House approves crime bill aimed at sex offenders
04/29/2005
Conrad Defiebre, Star Tribune
April 29, 2005
Thousands of sex offenders would be imprisoned for life and some would be chemically or surgically castrated under a sweeping crime bill overwhelmingly approved Thursday by the House.
Additionally, the most dangerous sex offenders who are released would have to drive cars bearing special “predatory offender” license plates. They also would be barred from meetings called to notify neighbors of their presence in the community.
With memories of the November 2003 slaying of North Dakota college student Dru Sjodin still fresh, legislators spared practically no effort to crack down on those dubbed the “worst of the worst.”
Life sentences for serious sex offenders—without possibility of parole for rape with force, weapons or bodily harm—have been under consideration in the House for more than a year despite official projections that they could eventually double Minnesota’s inmate rolls and require construction of seven new prisons.
“It’s going to cost $100 million to $200 million a year,” said Rep. Michael Paymar, DFL-St. Paul. “Your children and your children’s children are going to pay for it.”
Short-term costs of the sentencing increases make up a relatively small portion of the entire $1.7 billion omnibus crime bill, which was approved on a vote of 123 to 10. But House sponsor Steve Smith, R-Mound, acknowledged that the tab for taxpayers will rise steeply in later years. “It’s an issue down the road,” he said. “The next session will have to face that.”
On Monday, the Senate will take up its own crime bill, which would also lock up sex offenders for life, but many fewer than in the House plan and all with a chance of parole. It’s expected that a conference committee will work out a compromise between the two positions.
Conferees probably also will have to deal with the castration and license-plate provisions that were adopted after they occupied much of the seven-hour debate. Both amendments came from freshman Rep. Tom Emmer, R-Delano.
“I apologize if it’s sensitive to some folks,” he said of the castration proposal, which would apply to a small group of child molesters, who would pay for the procedures out of their own pockets. “But the issue is, how do we help these people help themselves?” The amendment passed on a bipartisan vote of 80 to 54.
Bigger majorities approved Emmer’s twin amendments to mark license plates and drivers’ licenses of released Level 3 sex offenders with “predatory offender” markings. Offenders would pay a $10 surcharge for the special plates.
Critics said the markings would do little more than make it harder for ex-offenders to reenter society, but Emmer said they would “help police protect our kids.”

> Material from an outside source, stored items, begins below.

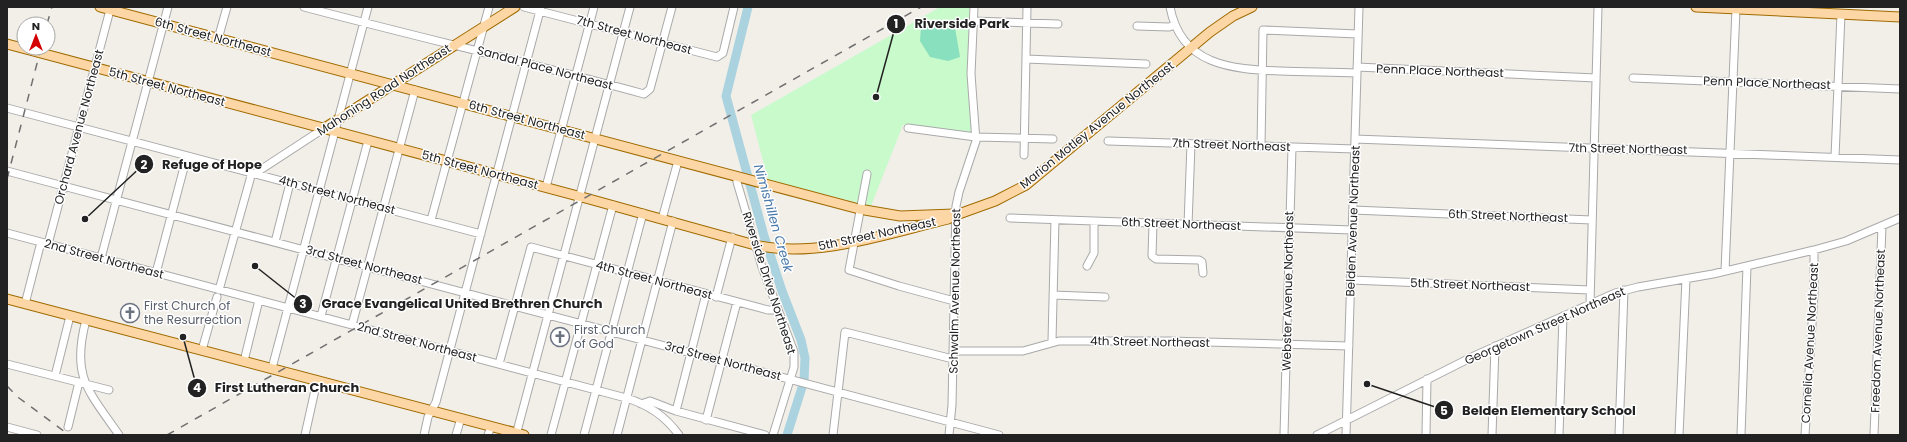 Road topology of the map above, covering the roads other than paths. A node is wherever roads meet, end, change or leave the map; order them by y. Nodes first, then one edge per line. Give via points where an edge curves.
1 (100, 7) edge
2 (168, 7) edge
3 (227, 7) edge
4 (304, 7) edge
5 (368, 7) edge
6 (489, 7) edge
7 (515, 7) edge
8 (524, 7) edge
9 (594, 7) edge
10 (630, 7) edge
11 (672, 7) edge
12 (734, 7) edge
13 (974, 7) edge
14 (1027, 7) edge
15 (1170, 7) edge
16 (1252, 7) edge
17 (1359, 7) edge
18 (1598, 7) edge
19 (1696, 7) edge
20 (541, 9) edge
21 (1241, 9) edge
22 (1736, 9) junction
23 (110, 10) junction
24 (1841, 14) junction
25 (1900, 16) edge
26 (973, 21) junction
27 (364, 23) junction
28 (1027, 23) junction
29 (163, 24) junction
30 (589, 24) junction
31 (1058, 24) dead end
32 (1175, 25) junction
33 (1136, 26) dead end
34 (483, 27) junction
35 (623, 32) junction
36 (1358, 34) junction
37 (218, 39) junction
38 (663, 43) junction
39 (7, 44) edge
40 (455, 45) junction
41 (1191, 48) junction
42 (477, 50) junction
43 (1026, 59) junction
44 (526, 63) junction
45 (1146, 64) dead end
46 (95, 67) junction
47 (1262, 70) junction
48 (1357, 70) junction
49 (351, 74) junction
50 (576, 75) junction
51 (1596, 78) junction
52 (1633, 78) dead end
53 (1734, 81) junction
54 (148, 82) junction
55 (609, 84) junction
56 (393, 85) junction
57 (1838, 86) junction
58 (1900, 89) edge
59 (415, 90) junction
60 (463, 102) junction
61 (7, 108) edge
62 (512, 116) junction
63 (338, 119) junction
64 (79, 127) junction
65 (908, 128) dead end
66 (323, 129) junction
67 (561, 129) junction
68 (335, 133) junction
69 (976, 137) junction
70 (594, 138) junction
71 (1024, 138) junction
72 (1053, 139) dead end
73 (1355, 139) junction
74 (132, 141) junction
75 (368, 141) junction
76 (1108, 141) dead end
77 (1191, 144) junction
78 (1261, 146) junction
79 (1292, 147) junction
80 (399, 149) junction
81 (1594, 149) junction
82 (1355, 150) junction
83 (1731, 152) junction
84 (1024, 155) dead end
85 (187, 156) junction
86 (1835, 157) junction
87 (1900, 160) edge
88 (447, 161) junction
89 (678, 161) junction
90 (7, 170) edge
91 (254, 173) junction
92 (497, 174) junction
93 (867, 174) dead end
94 (739, 177) junction
95 (290, 183) junction
96 (63, 186) junction
97 (546, 187) junction
98 (319, 190) junction
99 (579, 196) junction
100 (117, 200) junction
101 (353, 200) junction
102 (613, 205) junction
103 (383, 208) junction
104 (859, 209) junction
105 (1353, 210) junction
106 (643, 213) junction
107 (171, 214) junction
108 (956, 215) junction
109 (662, 218) junction
110 (1010, 218) dead end
111 (1900, 218) edge
112 (431, 220) junction
113 (1055, 220) junction
114 (1592, 220) junction
115 (673, 221) junction
116 (1094, 221) junction
117 (1153, 223) junction
118 (1188, 224) junction
119 (1882, 226) junction
120 (1289, 228) junction
121 (1352, 230) junction
122 (235, 231) junction
123 (7, 233) edge
124 (481, 234) junction
125 (732, 237) junction
126 (854, 241) junction
127 (275, 242) junction
128 (44, 243) junction
129 (758, 245) junction
130 (304, 249) junction
131 (1814, 250) junction
132 (563, 256) junction
133 (101, 258) junction
134 (337, 258) junction
135 (596, 265) junction
136 (367, 266) junction
137 (1086, 266) dead end
138 (1747, 266) junction
139 (1725, 271) junction
140 (156, 272) junction
141 (627, 273) junction
142 (1203, 274) dead end
143 (1686, 279) junction
144 (1351, 280) junction
145 (657, 281) junction
146 (1590, 290) junction
147 (1624, 290) junction
148 (466, 292) junction
149 (218, 293) junction
150 (706, 294) junction
151 (1053, 295) junction
152 (716, 297) junction
153 (1105, 297) dead end
154 (7, 299) edge
155 (260, 300) junction
156 (954, 300) junction
157 (736, 302) junction
158 (26, 304) junction
159 (1590, 304) junction
160 (515, 305) junction
161 (288, 308) junction
162 (778, 310) junction
163 (548, 314) junction
164 (70, 316) junction
165 (321, 316) junction
166 (1563, 316) junction
167 (86, 320) junction
168 (581, 322) junction
169 (352, 325) junction
170 (611, 331) junction
171 (642, 339) junction
172 (1052, 341) junction
173 (1287, 345) junction
174 (1349, 346) junction
175 (1495, 346) junction
176 (202, 350) junction
177 (450, 351) junction
178 (953, 351) junction
179 (691, 352) junction
180 (953, 359) junction
181 (721, 360) junction
182 (244, 361) junction
183 (7, 364) edge
184 (499, 364) junction
185 (272, 368) junction
186 (532, 373) junction
187 (54, 376) junction
188 (792, 379) junction
189 (1427, 379) junction
190 (317, 380) junction
191 (565, 382) junction
192 (82, 383) junction
193 (109, 390) dead end
194 (596, 390) junction
195 (838, 392) junction
196 (626, 398) junction
197 (641, 404) junction
198 (432, 410) junction
199 (676, 411) junction
200 (461, 418) junction
201 (1347, 419) junction
202 (706, 420) junction
203 (951, 422) junction
204 (7, 427) edge
205 (68, 428) dead end
206 (490, 431) edge
207 (519, 434) edge
208 (37, 435) edge
209 (119, 435) edge
210 (305, 435) edge
211 (424, 435) edge
212 (456, 435) edge
213 (551, 435) edge
214 (584, 435) edge
215 (617, 435) edge
216 (679, 435) edge
217 (765, 435) edge
218 (773, 435) edge
219 (833, 435) edge
220 (949, 435) edge
221 (999, 435) edge
222 (1284, 435) edge
223 (1317, 435) edge
224 (1346, 435) edge
225 (1426, 435) edge
226 (1492, 435) edge
227 (1559, 435) edge
228 (1619, 435) edge
229 (1679, 435) edge
230 (1741, 435) edge
231 (1805, 435) edge
232 (1874, 435) edge

1 - 23 main road, 6th Street Northeast
2 - 29 street
3 - 37 street
4 - 27 street, Sandal Place Northeast
5 - 27 street
6 - 34 street
7 - 34 main road, Mahoning Road Northeast
8 - 20 street, 7th Street Northeast
9 - 30 street
10 - 35 street
11 - 38 street
12 - 38 street, 7th Street Northeast via 720,56
13 - 26 street, Schwalm Avenue Northeast
14 - 28 street
15 - 32 street
16 - 21 main road, Marion Motley Avenue Northeast
17 - 36 street, Belden Avenue Northeast
18 - 51 street
19 - 22 main road
20 - 30 street, 7th Street Northeast
20 - 44 street
21 - 41 main road, Marion Motley Avenue Northeast
22 - 24 main road
22 - 53 street
23 - 29 main road, 6th Street Northeast
23 - 46 street, Orchard Avenue Northeast
24 - 25 main road
24 - 57 street
26 - 28 street
26 - 69 street, Schwalm Avenue Northeast via 971,74
27 - 40 street, Sandal Place Northeast
27 - 49 street
28 - 31 street
28 - 43 street
29 - 37 main road, 6th Street Northeast
29 - 54 street
30 - 35 street, 7th Street Northeast
30 - 50 street
32 - 33 street
32 - 41 street
34 - 40 main road, Mahoning Road Northeast
34 - 42 street
35 - 38 street, 7th Street Northeast
35 - 55 street
36 - 47 street via 1263,30
36 - 48 street, Belden Avenue Northeast
37 - 49 main road, 6th Street Northeast
38 - 55 street, Sandal Place Northeast via 647,94
39 - 46 main road, 5th Street Northeast
40 - 42 street, Sandal Place Northeast
40 - 56 main road, Mahoning Road Northeast
41 - 47 street, Penn Place Northeast via 1223,66
41 - 108 main road, Marion Motley Avenue Northeast via 1026,184 995,201
42 - 44 street, Sandal Place Northeast
42 - 60 street
43 - 45 street
43 - 71 street
44 - 50 street, Sandal Place Northeast
44 - 62 street
46 - 54 main road, 5th Street Northeast
46 - 64 street, Orchard Avenue Northeast
47 - 48 street, Penn Place Northeast
47 - 78 street
48 - 51 street, Penn Place Northeast via 1394,69
48 - 73 street, Belden Avenue Northeast
49 - 56 main road, 6th Street Northeast
49 - 63 street
50 - 55 street, Sandal Place Northeast
50 - 67 street
51 - 81 street
52 - 53 street, Penn Place Northeast
53 - 57 street, Penn Place Northeast
53 - 83 street
54 - 66 main road, 5th Street Northeast
54 - 74 street
55 - 70 street
56 - 59 main road, 6th Street Northeast
56 - 63 main road, Mahoning Road Northeast
57 - 58 street, Penn Place Northeast
57 - 86 street
59 - 60 main road, 6th Street Northeast
59 - 80 street
60 - 62 main road, 6th Street Northeast
60 - 88 street
61 - 64 street, 4th Street Northeast
62 - 67 main road, 6th Street Northeast
62 - 92 street
63 - 66 main road, Mahoning Road Northeast
63 - 68 street
64 - 74 street, 4th Street Northeast
64 - 96 street, Orchard Avenue Northeast
65 - 69 street
66 - 68 main road, 5th Street Northeast
66 - 91 street, Mahoning Road Northeast
67 - 70 main road, 6th Street Northeast
67 - 97 street
68 - 75 main road, 5th Street Northeast
68 - 98 street
69 - 71 street
69 - 108 street, Schwalm Avenue Northeast via 975,149 957,199
70 - 89 main road, 6th Street Northeast
70 - 99 street
71 - 72 street
71 - 84 street
73 - 81 street, 7th Street Northeast
73 - 82 street, Belden Avenue Northeast
74 - 85 street, 4th Street Northeast
74 - 100 street
75 - 80 main road, 5th Street Northeast
75 - 101 street
76 - 77 street, 7th Street Northeast
77 - 78 street, 7th Street Northeast
77 - 118 street
78 - 79 street, 7th Street Northeast
79 - 82 street, 7th Street Northeast
79 - 120 street, Webster Avenue Northeast
80 - 88 main road, 5th Street Northeast
80 - 103 street
81 - 83 street, 7th Street Northeast
81 - 114 street
82 - 105 street, Belden Avenue Northeast
83 - 86 street, 7th Street Northeast
83 - 139 street
85 - 91 street, 4th Street Northeast
85 - 107 street
86 - 87 street, 7th Street Northeast
88 - 92 main road, 5th Street Northeast
88 - 112 street
89 - 94 main road, 6th Street Northeast
89 - 109 street
90 - 96 street, 3rd Street Northeast
91 - 95 street, 4th Street Northeast
91 - 122 street via 249,179
92 - 97 main road, 5th Street Northeast
92 - 124 street
93 - 104 street
94 - 104 main road, 6th Street Northeast
94 - 129 street, Riverside Drive Northeast via 737,182
95 - 98 street, 4th Street Northeast
95 - 127 street
96 - 100 street, 3rd Street Northeast
96 - 128 street, Orchard Avenue Northeast
97 - 99 main road, 5th Street Northeast
98 - 101 street, 4th Street Northeast
98 - 130 street
99 - 102 main road, 5th Street Northeast
99 - 132 street
100 - 107 street, 3rd Street Northeast
100 - 133 street
101 - 103 street, 4th Street Northeast
101 - 134 street
102 - 106 main road, 5th Street Northeast
102 - 135 street
103 - 112 street, 4th Street Northeast
103 - 136 street
104 - 108 main road, 6th Street Northeast via 900,216
104 - 126 street
105 - 114 street, 6th Street Northeast
105 - 121 street, Belden Avenue Northeast
106 - 109 main road, 5th Street Northeast
106 - 141 street
107 - 122 street, 3rd Street Northeast
107 - 140 street
108 - 126 main road, 5th Street Northeast
108 - 156 street, Schwalm Avenue Northeast
109 - 115 main road, 5th Street Northeast
110 - 113 street, 6th Street Northeast
111 - 119 street, Georgetown Street Northeast
112 - 124 street, 4th Street Northeast
113 - 116 street, 6th Street Northeast
113 - 151 street
114 - 146 street
115 - 125 main road, 5th Street Northeast
115 - 145 street
116 - 117 street, 6th Street Northeast
116 - 137 street via 1094,253
117 - 118 street, 6th Street Northeast
117 - 142 street via 1152,256 1199,260 1202,262
118 - 120 street, 6th Street Northeast
119 - 131 street, Georgetown Street Northeast via 1846,241
119 - 232 street, Freedom Avenue Northeast
120 - 121 street, 6th Street Northeast
120 - 173 street, Webster Avenue Northeast
121 - 144 street, Belden Avenue Northeast
122 - 127 street, 3rd Street Northeast
122 - 149 street
123 - 128 street, 2nd Street Northeast
124 - 148 street
125 - 129 main road, 5th Street Northeast
125 - 152 street
126 - 129 main road, 5th Street Northeast via 822,247 781,248
126 - 156 street via 849,270
127 - 130 street, 3rd Street Northeast
128 - 133 street, 2nd Street Northeast
128 - 158 street, Orchard Avenue Northeast
129 - 162 street, Riverside Drive Northeast
130 - 134 street, 3rd Street Northeast
130 - 161 street
131 - 138 street, Georgetown Street Northeast
131 - 231 street, Cornelia Avenue Northeast via 1814,293
132 - 135 street, 4th Street Northeast
132 - 160 street, 4th Street Northeast via 531,247
132 - 163 street
133 - 140 street, 2nd Street Northeast
134 - 136 street, 3rd Street Northeast
134 - 165 street
135 - 141 street, 4th Street Northeast
135 - 168 street
136 - 148 street, 3rd Street Northeast
136 - 169 street
138 - 139 street, Georgetown Street Northeast
138 - 230 street
139 - 143 street, Georgetown Street Northeast
140 - 149 street, 2nd Street Northeast
141 - 145 street, 4th Street Northeast
141 - 170 street
143 - 147 street, Georgetown Street Northeast
143 - 229 street
144 - 146 street, 5th Street Northeast
144 - 174 street, Belden Avenue Northeast
145 - 150 street, 4th Street Northeast
145 - 171 street
146 - 159 street
147 - 159 street, Georgetown Street Northeast
147 - 228 street
148 - 160 street, 3rd Street Northeast
148 - 177 street
149 - 155 street, 2nd Street Northeast
149 - 176 street
150 - 152 street, 4th Street Northeast
150 - 179 street
151 - 153 street
151 - 172 street
152 - 157 street, 4th Street Northeast
154 - 158 main road
155 - 161 street, 2nd Street Northeast
155 - 182 street
156 - 178 street, Schwalm Avenue Northeast
157 - 162 street, 4th Street Northeast
157 - 181 street
158 - 164 main road
159 - 166 street, Georgetown Street Northeast
160 - 163 street, 3rd Street Northeast
160 - 184 street
161 - 165 street, 2nd Street Northeast
161 - 185 street
162 - 188 street, Riverside Drive Northeast via 794,352
163 - 168 street, 3rd Street Northeast
163 - 186 street
164 - 167 main road
164 - 187 street
165 - 169 street, 2nd Street Northeast
166 - 175 street, Georgetown Street Northeast
166 - 227 street
167 - 176 main road
167 - 192 street via 79,358
168 - 170 street, 3rd Street Northeast
168 - 191 street
169 - 177 street, 2nd Street Northeast
170 - 171 street, 3rd Street Northeast
170 - 194 street
171 - 179 street, 3rd Street Northeast
171 - 196 street
172 - 173 street, 4th Street Northeast
172 - 178 street, 4th Street Northeast via 1023,351
173 - 174 street, 4th Street Northeast
173 - 222 street, Webster Avenue Northeast
174 - 201 street, Belden Avenue Northeast
175 - 189 street, Georgetown Street Northeast
175 - 226 street
176 - 182 main road
177 - 184 street, 2nd Street Northeast
177 - 198 street
178 - 180 street, Schwalm Avenue Northeast
179 - 181 street, 3rd Street Northeast
179 - 199 street
180 - 195 street via 845,332
180 - 203 street, Schwalm Avenue Northeast
181 - 188 street, 3rd Street Northeast
181 - 202 street
182 - 185 main road
183 - 187 street
184 - 186 street, 2nd Street Northeast
185 - 190 main road
186 - 191 street, 2nd Street Northeast
186 - 207 street
187 - 192 street
188 - 195 street, 3rd Street Northeast
188 - 218 street, Riverside Drive Northeast
189 - 201 street, Georgetown Street Northeast
189 - 225 street
190 - 198 main road
190 - 210 street
191 - 194 street, 2nd Street Northeast
191 - 213 street
192 - 193 street
192 - 205 street
192 - 209 street
194 - 196 street, 2nd Street Northeast
194 - 214 street
195 - 203 street, 3rd Street Northeast
195 - 219 street
196 - 197 street, 2nd Street Northeast
196 - 215 street
197 - 199 street, 2nd Street Northeast via 650,401
197 - 216 street, 2nd Street Northeast via 664,419
198 - 200 main road
198 - 211 street
199 - 202 street, 2nd Street Northeast
200 - 206 main road
200 - 212 street
201 - 223 street, Georgetown Street Northeast
201 - 224 street, Belden Avenue Northeast
202 - 217 street, 2nd Street Northeast
203 - 220 street, Schwalm Avenue Northeast
203 - 221 street, 3rd Street Northeast
204 - 208 street
206 - 207 main road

In other action on the bill, the House:
• Approved without debate an amendment from Rep. Dan Larson, DFL-Bloomington, to bar sex offenders from notification meetings about them. The move followed a recent meeting in Bloomington where an offender did show up.
• Rejected an amendment by Rep. Judy Soderstrom, R-Mora, to reinstitute a state parole board that could release nonviolent first offenders from prison after they had served only half their normal terms.
• Buried, on a vote of 20 to 111, an effort by Rep. Phil Krinkie, R-Shoreview, to strip out a 25-cents-a-month increase in telephone bills to pay for 911 emergency phone service. Krinkie called it a tax; supporters, including Gov. Tim Pawlenty, regard it as a fee that is vital to maintaining a backbone of public safety and homeland security efforts.